Task objective
Among the entries below, please repeat exactly and only the lines from the line containing "4 setmiterlimit" to the line containing "static void draw(cairo_t", both lines included.

Source records
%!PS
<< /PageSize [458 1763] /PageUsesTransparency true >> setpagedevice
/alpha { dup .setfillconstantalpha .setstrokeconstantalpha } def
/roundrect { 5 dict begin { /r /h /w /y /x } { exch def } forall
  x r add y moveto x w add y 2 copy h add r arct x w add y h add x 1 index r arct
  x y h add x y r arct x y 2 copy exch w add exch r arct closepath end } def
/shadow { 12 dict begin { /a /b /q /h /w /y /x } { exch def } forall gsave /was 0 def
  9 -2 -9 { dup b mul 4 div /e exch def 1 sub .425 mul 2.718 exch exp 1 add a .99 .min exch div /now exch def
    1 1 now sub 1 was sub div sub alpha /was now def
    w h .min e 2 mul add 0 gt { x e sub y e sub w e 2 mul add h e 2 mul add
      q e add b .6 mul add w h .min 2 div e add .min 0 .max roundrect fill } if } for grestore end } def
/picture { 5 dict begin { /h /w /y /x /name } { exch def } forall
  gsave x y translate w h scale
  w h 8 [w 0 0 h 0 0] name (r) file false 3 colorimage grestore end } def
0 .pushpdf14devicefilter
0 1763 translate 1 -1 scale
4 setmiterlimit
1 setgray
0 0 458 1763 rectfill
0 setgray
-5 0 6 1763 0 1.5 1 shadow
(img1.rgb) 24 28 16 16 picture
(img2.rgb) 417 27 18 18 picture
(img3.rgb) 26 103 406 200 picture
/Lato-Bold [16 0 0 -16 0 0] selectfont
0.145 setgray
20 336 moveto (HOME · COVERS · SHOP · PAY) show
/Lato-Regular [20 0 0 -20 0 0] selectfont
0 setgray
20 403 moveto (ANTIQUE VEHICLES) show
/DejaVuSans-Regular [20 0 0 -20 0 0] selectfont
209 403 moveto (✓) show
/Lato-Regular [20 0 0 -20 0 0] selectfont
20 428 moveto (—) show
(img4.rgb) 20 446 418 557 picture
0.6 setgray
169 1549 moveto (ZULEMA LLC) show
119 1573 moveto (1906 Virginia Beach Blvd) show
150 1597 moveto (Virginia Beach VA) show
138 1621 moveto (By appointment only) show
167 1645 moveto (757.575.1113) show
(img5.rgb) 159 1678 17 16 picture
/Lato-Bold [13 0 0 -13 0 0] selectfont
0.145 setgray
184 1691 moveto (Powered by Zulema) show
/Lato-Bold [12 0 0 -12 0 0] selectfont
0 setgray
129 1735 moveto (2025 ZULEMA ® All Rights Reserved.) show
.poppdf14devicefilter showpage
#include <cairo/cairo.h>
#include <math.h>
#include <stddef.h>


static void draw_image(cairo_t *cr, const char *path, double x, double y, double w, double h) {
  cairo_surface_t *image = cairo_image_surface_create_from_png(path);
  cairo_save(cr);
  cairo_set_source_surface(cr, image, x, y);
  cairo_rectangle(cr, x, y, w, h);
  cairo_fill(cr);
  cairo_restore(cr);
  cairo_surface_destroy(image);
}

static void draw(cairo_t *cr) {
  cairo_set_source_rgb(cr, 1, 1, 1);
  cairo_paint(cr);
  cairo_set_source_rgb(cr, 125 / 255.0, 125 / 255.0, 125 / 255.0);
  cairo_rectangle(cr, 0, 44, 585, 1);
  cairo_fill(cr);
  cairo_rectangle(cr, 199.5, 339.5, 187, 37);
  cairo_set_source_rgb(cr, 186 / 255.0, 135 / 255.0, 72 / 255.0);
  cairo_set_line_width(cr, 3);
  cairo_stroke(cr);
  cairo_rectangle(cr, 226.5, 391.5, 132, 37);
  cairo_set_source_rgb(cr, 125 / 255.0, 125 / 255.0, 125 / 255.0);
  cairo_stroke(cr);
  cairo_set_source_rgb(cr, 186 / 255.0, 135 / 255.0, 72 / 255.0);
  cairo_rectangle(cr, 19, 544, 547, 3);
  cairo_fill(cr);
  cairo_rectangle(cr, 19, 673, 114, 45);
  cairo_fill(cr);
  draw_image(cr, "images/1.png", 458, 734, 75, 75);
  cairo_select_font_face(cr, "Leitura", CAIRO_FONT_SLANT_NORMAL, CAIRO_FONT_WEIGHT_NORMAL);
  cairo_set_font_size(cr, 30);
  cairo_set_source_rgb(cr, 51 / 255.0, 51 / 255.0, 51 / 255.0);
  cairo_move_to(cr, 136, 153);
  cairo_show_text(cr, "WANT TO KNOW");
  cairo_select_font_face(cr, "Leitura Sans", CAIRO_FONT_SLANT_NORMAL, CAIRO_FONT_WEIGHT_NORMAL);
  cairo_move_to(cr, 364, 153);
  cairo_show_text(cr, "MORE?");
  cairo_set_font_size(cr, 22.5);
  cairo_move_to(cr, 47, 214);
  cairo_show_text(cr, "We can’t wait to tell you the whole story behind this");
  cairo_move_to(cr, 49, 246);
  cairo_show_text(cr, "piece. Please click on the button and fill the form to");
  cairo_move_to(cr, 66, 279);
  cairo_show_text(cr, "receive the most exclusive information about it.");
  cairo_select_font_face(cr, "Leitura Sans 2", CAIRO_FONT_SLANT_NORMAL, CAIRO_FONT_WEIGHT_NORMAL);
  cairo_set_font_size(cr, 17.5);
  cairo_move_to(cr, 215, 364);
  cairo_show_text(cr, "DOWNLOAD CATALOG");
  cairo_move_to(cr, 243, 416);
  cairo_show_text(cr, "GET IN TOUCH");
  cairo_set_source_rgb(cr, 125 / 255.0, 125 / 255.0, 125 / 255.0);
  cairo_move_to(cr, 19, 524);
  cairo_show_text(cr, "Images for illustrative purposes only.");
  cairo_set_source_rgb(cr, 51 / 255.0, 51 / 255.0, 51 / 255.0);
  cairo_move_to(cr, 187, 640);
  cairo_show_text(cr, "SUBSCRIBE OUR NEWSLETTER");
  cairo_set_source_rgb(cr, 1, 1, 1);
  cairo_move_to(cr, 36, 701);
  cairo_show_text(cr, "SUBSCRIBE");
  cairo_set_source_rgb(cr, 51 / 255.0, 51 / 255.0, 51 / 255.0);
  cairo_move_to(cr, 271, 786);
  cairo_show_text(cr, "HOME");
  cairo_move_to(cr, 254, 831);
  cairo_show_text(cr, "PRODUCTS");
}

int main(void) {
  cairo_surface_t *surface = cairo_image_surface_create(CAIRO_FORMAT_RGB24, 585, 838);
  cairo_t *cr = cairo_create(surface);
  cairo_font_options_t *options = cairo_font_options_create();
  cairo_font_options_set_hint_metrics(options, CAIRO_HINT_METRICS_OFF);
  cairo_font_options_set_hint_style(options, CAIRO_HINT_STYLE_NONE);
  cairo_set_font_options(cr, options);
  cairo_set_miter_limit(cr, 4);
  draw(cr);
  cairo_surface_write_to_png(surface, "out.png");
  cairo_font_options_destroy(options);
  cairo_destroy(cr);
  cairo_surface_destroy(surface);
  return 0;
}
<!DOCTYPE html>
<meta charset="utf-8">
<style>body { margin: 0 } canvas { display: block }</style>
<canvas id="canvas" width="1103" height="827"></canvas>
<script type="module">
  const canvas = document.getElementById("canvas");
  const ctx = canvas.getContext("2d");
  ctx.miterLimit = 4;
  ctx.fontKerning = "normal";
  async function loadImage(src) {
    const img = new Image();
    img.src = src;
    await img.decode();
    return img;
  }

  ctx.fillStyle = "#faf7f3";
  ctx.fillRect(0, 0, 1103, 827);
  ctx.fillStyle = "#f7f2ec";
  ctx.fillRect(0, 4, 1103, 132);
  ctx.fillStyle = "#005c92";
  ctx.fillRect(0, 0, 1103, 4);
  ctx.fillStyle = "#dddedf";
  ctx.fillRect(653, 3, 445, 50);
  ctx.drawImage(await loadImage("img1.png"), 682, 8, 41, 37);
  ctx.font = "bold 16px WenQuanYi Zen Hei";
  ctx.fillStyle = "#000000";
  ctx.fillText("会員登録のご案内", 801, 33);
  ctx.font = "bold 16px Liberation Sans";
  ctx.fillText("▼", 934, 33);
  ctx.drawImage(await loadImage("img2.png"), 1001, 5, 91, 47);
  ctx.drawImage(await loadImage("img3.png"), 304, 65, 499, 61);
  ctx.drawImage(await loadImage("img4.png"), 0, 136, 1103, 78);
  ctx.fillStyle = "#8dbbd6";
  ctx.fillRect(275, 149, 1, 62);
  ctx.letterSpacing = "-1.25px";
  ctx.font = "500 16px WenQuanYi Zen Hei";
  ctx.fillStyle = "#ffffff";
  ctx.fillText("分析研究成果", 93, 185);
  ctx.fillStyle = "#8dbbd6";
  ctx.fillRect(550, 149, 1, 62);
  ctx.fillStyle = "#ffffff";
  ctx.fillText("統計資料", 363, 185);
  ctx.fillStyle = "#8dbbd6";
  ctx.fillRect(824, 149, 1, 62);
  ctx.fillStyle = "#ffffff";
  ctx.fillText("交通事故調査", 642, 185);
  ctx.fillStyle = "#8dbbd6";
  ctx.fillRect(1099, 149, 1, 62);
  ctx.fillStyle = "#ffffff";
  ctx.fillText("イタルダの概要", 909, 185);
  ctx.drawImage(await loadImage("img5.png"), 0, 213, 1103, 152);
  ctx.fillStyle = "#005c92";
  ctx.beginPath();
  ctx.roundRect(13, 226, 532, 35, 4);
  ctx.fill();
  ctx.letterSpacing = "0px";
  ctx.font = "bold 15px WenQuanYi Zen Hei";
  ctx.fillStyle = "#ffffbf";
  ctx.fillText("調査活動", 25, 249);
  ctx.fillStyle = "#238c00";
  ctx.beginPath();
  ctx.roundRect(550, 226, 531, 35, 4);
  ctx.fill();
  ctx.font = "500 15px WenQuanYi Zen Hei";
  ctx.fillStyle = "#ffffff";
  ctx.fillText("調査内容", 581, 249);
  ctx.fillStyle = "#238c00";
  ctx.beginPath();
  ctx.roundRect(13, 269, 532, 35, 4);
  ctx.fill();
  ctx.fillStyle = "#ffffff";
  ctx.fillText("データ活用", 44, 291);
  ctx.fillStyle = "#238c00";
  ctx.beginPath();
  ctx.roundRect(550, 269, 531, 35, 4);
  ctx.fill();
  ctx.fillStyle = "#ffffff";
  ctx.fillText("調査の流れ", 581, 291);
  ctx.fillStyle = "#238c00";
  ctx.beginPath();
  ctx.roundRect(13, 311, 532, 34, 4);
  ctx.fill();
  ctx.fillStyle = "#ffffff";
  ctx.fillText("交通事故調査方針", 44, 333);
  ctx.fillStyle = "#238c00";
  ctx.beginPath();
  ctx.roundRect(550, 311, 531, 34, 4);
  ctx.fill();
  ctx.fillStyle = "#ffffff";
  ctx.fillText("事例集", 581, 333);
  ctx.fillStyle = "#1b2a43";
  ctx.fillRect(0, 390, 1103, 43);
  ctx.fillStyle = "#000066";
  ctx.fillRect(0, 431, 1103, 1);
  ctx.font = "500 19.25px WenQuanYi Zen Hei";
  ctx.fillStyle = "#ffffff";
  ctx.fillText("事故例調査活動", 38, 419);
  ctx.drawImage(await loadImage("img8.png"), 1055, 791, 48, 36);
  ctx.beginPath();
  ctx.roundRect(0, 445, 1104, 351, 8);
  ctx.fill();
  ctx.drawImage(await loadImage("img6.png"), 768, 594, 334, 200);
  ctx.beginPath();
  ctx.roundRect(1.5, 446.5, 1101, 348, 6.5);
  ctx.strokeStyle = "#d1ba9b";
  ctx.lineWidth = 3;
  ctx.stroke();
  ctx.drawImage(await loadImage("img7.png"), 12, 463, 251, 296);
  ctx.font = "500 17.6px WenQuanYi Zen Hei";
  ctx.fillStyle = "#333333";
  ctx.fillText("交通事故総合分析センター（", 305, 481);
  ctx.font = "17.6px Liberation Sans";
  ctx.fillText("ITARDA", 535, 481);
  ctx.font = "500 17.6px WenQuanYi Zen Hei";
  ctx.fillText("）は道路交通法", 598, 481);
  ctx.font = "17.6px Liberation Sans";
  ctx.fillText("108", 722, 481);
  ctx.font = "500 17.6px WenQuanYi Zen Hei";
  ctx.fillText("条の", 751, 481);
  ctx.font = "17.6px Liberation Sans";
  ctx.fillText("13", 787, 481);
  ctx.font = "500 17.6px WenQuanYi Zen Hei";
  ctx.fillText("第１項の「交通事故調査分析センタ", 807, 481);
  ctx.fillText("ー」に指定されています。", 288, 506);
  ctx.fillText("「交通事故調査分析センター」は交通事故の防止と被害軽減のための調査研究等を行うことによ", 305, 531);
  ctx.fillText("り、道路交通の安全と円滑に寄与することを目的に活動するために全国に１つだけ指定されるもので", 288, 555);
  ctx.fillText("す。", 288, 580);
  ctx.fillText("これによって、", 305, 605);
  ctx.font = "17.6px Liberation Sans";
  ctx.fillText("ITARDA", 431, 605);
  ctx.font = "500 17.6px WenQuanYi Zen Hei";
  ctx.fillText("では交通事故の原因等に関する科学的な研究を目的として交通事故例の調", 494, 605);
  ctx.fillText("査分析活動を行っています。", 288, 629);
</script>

Final answer
4 setmiterlimit
1 setgray
0 0 458 1763 rectfill
0 setgray
-5 0 6 1763 0 1.5 1 shadow
(img1.rgb) 24 28 16 16 picture
(img2.rgb) 417 27 18 18 picture
(img3.rgb) 26 103 406 200 picture
/Lato-Bold [16 0 0 -16 0 0] selectfont
0.145 setgray
20 336 moveto (HOME · COVERS · SHOP · PAY) show
/Lato-Regular [20 0 0 -20 0 0] selectfont
0 setgray
20 403 moveto (ANTIQUE VEHICLES) show
/DejaVuSans-Regular [20 0 0 -20 0 0] selectfont
209 403 moveto (✓) show
/Lato-Regular [20 0 0 -20 0 0] selectfont
20 428 moveto (—) show
(img4.rgb) 20 446 418 557 picture
0.6 setgray
169 1549 moveto (ZULEMA LLC) show
119 1573 moveto (1906 Virginia Beach Blvd) show
150 1597 moveto (Virginia Beach VA) show
138 1621 moveto (By appointment only) show
167 1645 moveto (757.575.1113) show
(img5.rgb) 159 1678 17 16 picture
/Lato-Bold [13 0 0 -13 0 0] selectfont
0.145 setgray
184 1691 moveto (Powered by Zulema) show
/Lato-Bold [12 0 0 -12 0 0] selectfont
0 setgray
129 1735 moveto (2025 ZULEMA ® All Rights Reserved.) show
.poppdf14devicefilter showpage
#include <cairo/cairo.h>
#include <math.h>
#include <stddef.h>


static void draw_image(cairo_t *cr, const char *path, double x, double y, double w, double h) {
  cairo_surface_t *image = cairo_image_surface_create_from_png(path);
  cairo_save(cr);
  cairo_set_source_surface(cr, image, x, y);
  cairo_rectangle(cr, x, y, w, h);
  cairo_fill(cr);
  cairo_restore(cr);
  cairo_surface_destroy(image);
}

static void draw(cairo_t *cr) {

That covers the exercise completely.